[Saved entries]
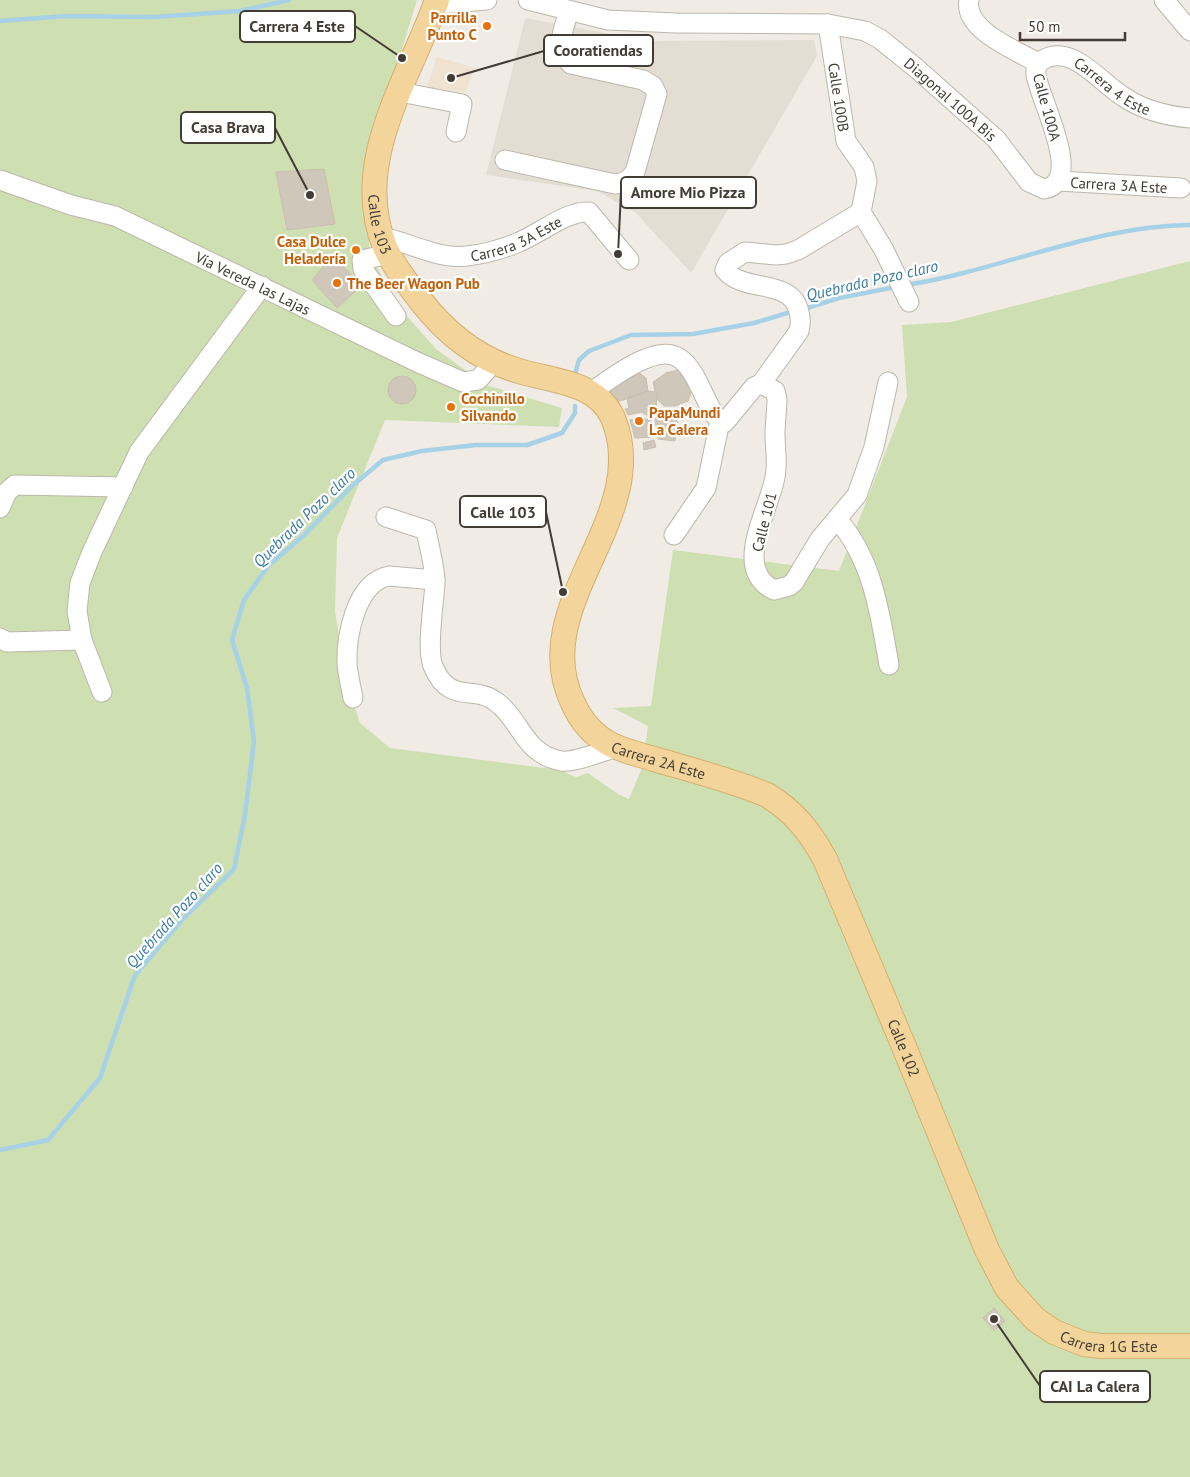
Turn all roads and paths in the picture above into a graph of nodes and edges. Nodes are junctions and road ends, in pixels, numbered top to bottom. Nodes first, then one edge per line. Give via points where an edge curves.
1 (487, 0) edge
2 (528, 0) edge
3 (1164, 0) edge
4 (437, 2) edge
5 (969, 7) edge
6 (569, 11) junction
7 (828, 24) junction
8 (1190, 31) edge
9 (1038, 63) junction
10 (400, 92) junction
11 (1190, 118) edge
12 (456, 132) dead end
13 (505, 160) dead end
14 (0, 180) edge
15 (1058, 181) junction
16 (1181, 188) dead end
17 (861, 212) junction
18 (385, 245) junction
19 (629, 260) dead end
20 (262, 286) junction
21 (908, 298) dead end
22 (396, 316) dead end
23 (495, 361) junction
24 (888, 382) dead end
25 (761, 384) junction
26 (590, 393) junction
27 (720, 421) junction
28 (123, 487) junction
29 (0, 508) edge
30 (386, 517) dead end
31 (838, 520) junction
32 (674, 535) dead end
33 (435, 580) junction
34 (0, 638) edge
35 (82, 640) junction
36 (889, 665) dead end
37 (102, 692) dead end
38 (353, 698) dead end
39 (576, 711) joint
40 (617, 747) junction
41 (756, 790) joint
42 (1035, 1318) joint
43 (1190, 1346) edge

1 - 4 street
2 - 6 street
3 - 8 street
4 - 10 main road, Calle 103
5 - 9 street via 979,28
6 - 7 street via 629,21
6 - 13 street via 560,49 562,56 571,64 643,80 653,86 657,94 635,172 623,184 615,184
7 - 15 street, Diagonal 100A Bis via 864,31 896,50 996,139 1029,182 1044,189
7 - 17 street, Calle 100B via 846,141 864,167 867,181
9 - 11 street, Carrera 4 Este via 1051,56 1066,55 1137,105 1163,114
9 - 15 street, Calle 100A via 1036,74 1050,112 1060,161
10 - 12 street via 462,104
10 - 18 main road, Calle 103 via 380,143 374,176 376,209
14 - 20 street, Vía Vereda las Lajas via 71,205 115,216
15 - 16 street, Carrera 3A Este
17 - 21 street
17 - 25 street via 798,250 776,255 744,252 728,263 725,270 737,281 787,293 795,299 799,313 799,331
18 - 19 street, Carrera 3A Este via 466,256 519,242 560,221 589,212
18 - 22 street via 362,260 361,264
18 - 23 main road, Calle 103 via 408,283 442,325 465,346
20 - 23 street, Vía Vereda las Lajas via 463,382 478,380
20 - 28 street via 139,452
23 - 26 main road, Calle 103 via 566,382
24 - 31 street, Calle 101 via 874,446 857,495
25 - 27 street via 754,387 729,419
25 - 31 street, Calle 101 via 775,391 777,408 776,475 754,550 755,570 762,582 774,590 789,586 800,574 820,539
26 - 27 street via 643,359 667,354 678,357 688,368 714,416
26 - 39 main road, Calle 103 via 605,405 614,420 620,445 620,464 612,508 565,626 564,680
27 - 32 street via 706,488
28 - 29 street via 15,485
28 - 35 street via 80,583 77,610
30 - 33 street via 426,530
31 - 36 street via 860,551 871,578
33 - 38 street via 382,577 366,592 358,604 349,634 347,664
33 - 40 street via 430,652 432,664 445,686 494,700 537,751 552,758 564,761
34 - 35 street via 7,642
35 - 37 street
39 - 40 main road, Carrera 2A Este via 593,732
40 - 41 main road, Carrera 2A Este
41 - 42 main road, Calle 102 via 779,802 799,819 825,859 996,1270 1007,1288
42 - 43 main road, Carrera 1G Este via 1054,1332 1084,1344

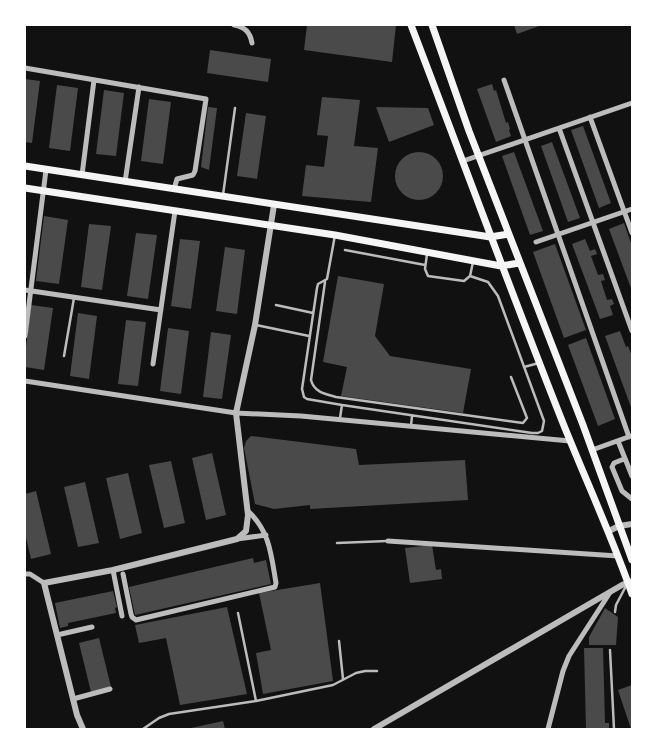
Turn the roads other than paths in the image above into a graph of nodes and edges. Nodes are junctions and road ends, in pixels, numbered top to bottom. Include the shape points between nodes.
1 (234, 25) edge
2 (411, 25) edge
3 (432, 25) edge
4 (252, 43) dead end
5 (25, 68) edge
6 (94, 80) junction
7 (504, 80) dead end
8 (139, 87) junction
9 (632, 103) edge
10 (236, 108) dead end
11 (590, 117) junction
12 (559, 128) junction
13 (524, 140) junction
14 (479, 155) junction
15 (463, 161) junction
16 (25, 166) edge
17 (46, 170) junction
18 (82, 175) junction
19 (125, 182) junction
20 (25, 188) edge
21 (174, 189) junction
22 (44, 191) junction
23 (222, 197) junction
24 (274, 205) junction
25 (632, 209) edge
26 (175, 211) junction
27 (624, 211) junction
28 (593, 222) junction
29 (271, 226) junction
30 (632, 233) edge
31 (508, 234) junction
32 (558, 235) junction
33 (335, 236) junction
34 (490, 237) junction
35 (536, 242) dead end
36 (345, 250) dead end
37 (427, 252) junction
38 (474, 260) junction
39 (519, 264) junction
40 (425, 265) junction
41 (501, 266) junction
42 (470, 276) junction
43 (325, 282) junction
44 (28, 290) edge
45 (74, 297) junction
46 (276, 305) dead end
47 (161, 310) junction
48 (313, 313) junction
49 (255, 325) junction
50 (632, 331) edge
51 (25, 336) edge
52 (309, 336) junction
53 (64, 356) dead end
54 (539, 363) junction
55 (153, 364) dead end
56 (524, 367) junction
57 (511, 377) dead end
58 (25, 381) edge
59 (342, 405) junction
60 (236, 413) junction
61 (412, 416) junction
62 (340, 420) junction
63 (411, 427) junction
64 (630, 437) edge
65 (570, 441) junction
66 (618, 441) junction
67 (592, 450) junction
68 (624, 459) junction
69 (632, 476) edge
70 (632, 499) edge
71 (248, 511) junction
72 (632, 524) edge
73 (620, 526) junction
74 (609, 531) junction
75 (266, 534) junction
76 (237, 539) junction
77 (388, 541) joint
78 (337, 543) dead end
79 (618, 556) junction
80 (632, 560) edge
81 (113, 570) junction
82 (25, 573) edge
83 (123, 574) dead end
84 (630, 582) edge
85 (44, 583) junction
86 (609, 594) junction
87 (632, 594) edge
88 (615, 612) dead end
89 (238, 613) dead end
90 (122, 616) dead end
91 (92, 627) dead end
92 (57, 635) junction
93 (339, 641) dead end
94 (610, 650) dead end
95 (377, 671) dead end
96 (343, 679) junction
97 (110, 689) dead end
98 (73, 700) junction
99 (256, 701) junction
100 (83, 729) edge
101 (143, 729) edge
102 (374, 729) edge
103 (548, 729) edge
104 (614, 729) edge

1 - 4 street via 247,30
2 - 15 main road
3 - 14 main road
5 - 6 street
6 - 8 street
6 - 18 street
7 - 13 street
8 - 19 street
8 - 21 street via 207,100 195,171 193,175 178,178
9 - 11 street
10 - 23 lane
11 - 12 street
11 - 27 street
12 - 13 street
12 - 28 street
13 - 14 street
13 - 32 street
14 - 15 street
14 - 31 main road
15 - 34 main road
16 - 17 main road
17 - 18 main road
17 - 22 street
18 - 19 main road
19 - 21 main road
20 - 22 main road
21 - 23 main road
22 - 26 main road
22 - 44 street
23 - 24 main road
24 - 29 street
24 - 34 main road
25 - 27 street
26 - 29 main road
26 - 47 street
27 - 28 street
27 - 30 street
28 - 32 street
28 - 50 street
29 - 33 main road
29 - 49 street
31 - 34 main road
31 - 39 main road
32 - 35 street
32 - 64 street
33 - 37 main road
33 - 43 lane
34 - 41 main road
36 - 40 lane
37 - 38 main road
37 - 40 lane
38 - 41 main road
38 - 42 lane
39 - 41 main road
39 - 67 main road
40 - 42 lane via 428,276 460,281
41 - 54 main road
42 - 56 lane via 488,282 495,291
43 - 48 lane via 318,284
43 - 57 lane via 310,380 319,392 522,423 528,418
44 - 45 street
44 - 51 street
45 - 47 street
45 - 53 lane
46 - 48 lane
47 - 55 street
48 - 52 lane
49 - 52 lane
49 - 60 street
52 - 59 lane via 302,393 307,399
54 - 56 lane
54 - 65 main road
56 - 61 lane via 544,421 542,431 538,433
58 - 60 street
59 - 61 lane
59 - 62 lane
60 - 62 street
60 - 71 street
61 - 63 lane
62 - 63 street
63 - 65 street
64 - 66 street
65 - 74 main road
66 - 67 street
66 - 68 street
67 - 73 main road
68 - 69 street
68 - 70 street via 612,467 622,491
71 - 75 street
71 - 76 street via 246,531
72 - 73 street
73 - 74 street
73 - 80 main road
74 - 79 main road
75 - 76 street
75 - 83 street via 275,587 136,620 131,614
76 - 81 street
77 - 78 lane
77 - 79 street
79 - 84 main road
81 - 85 street
81 - 90 street
82 - 85 street
84 - 86 street
84 - 87 main road
84 - 88 lane
85 - 92 street
86 - 102 street
86 - 103 street via 569,656
89 - 99 lane
91 - 92 street
92 - 98 street
93 - 96 lane
94 - 104 lane
95 - 96 lane via 365,670
96 - 99 lane via 333,685
97 - 98 street
98 - 100 street
99 - 101 lane via 170,714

> _WHAT TO PRODUCE_: Every line in the data that holds the string "Vereda" should be returned.

> _RESPONSE AREA_:
14 - 20 street, Vía Vereda las Lajas via 71,205 115,216
20 - 23 street, Vía Vereda las Lajas via 463,382 478,380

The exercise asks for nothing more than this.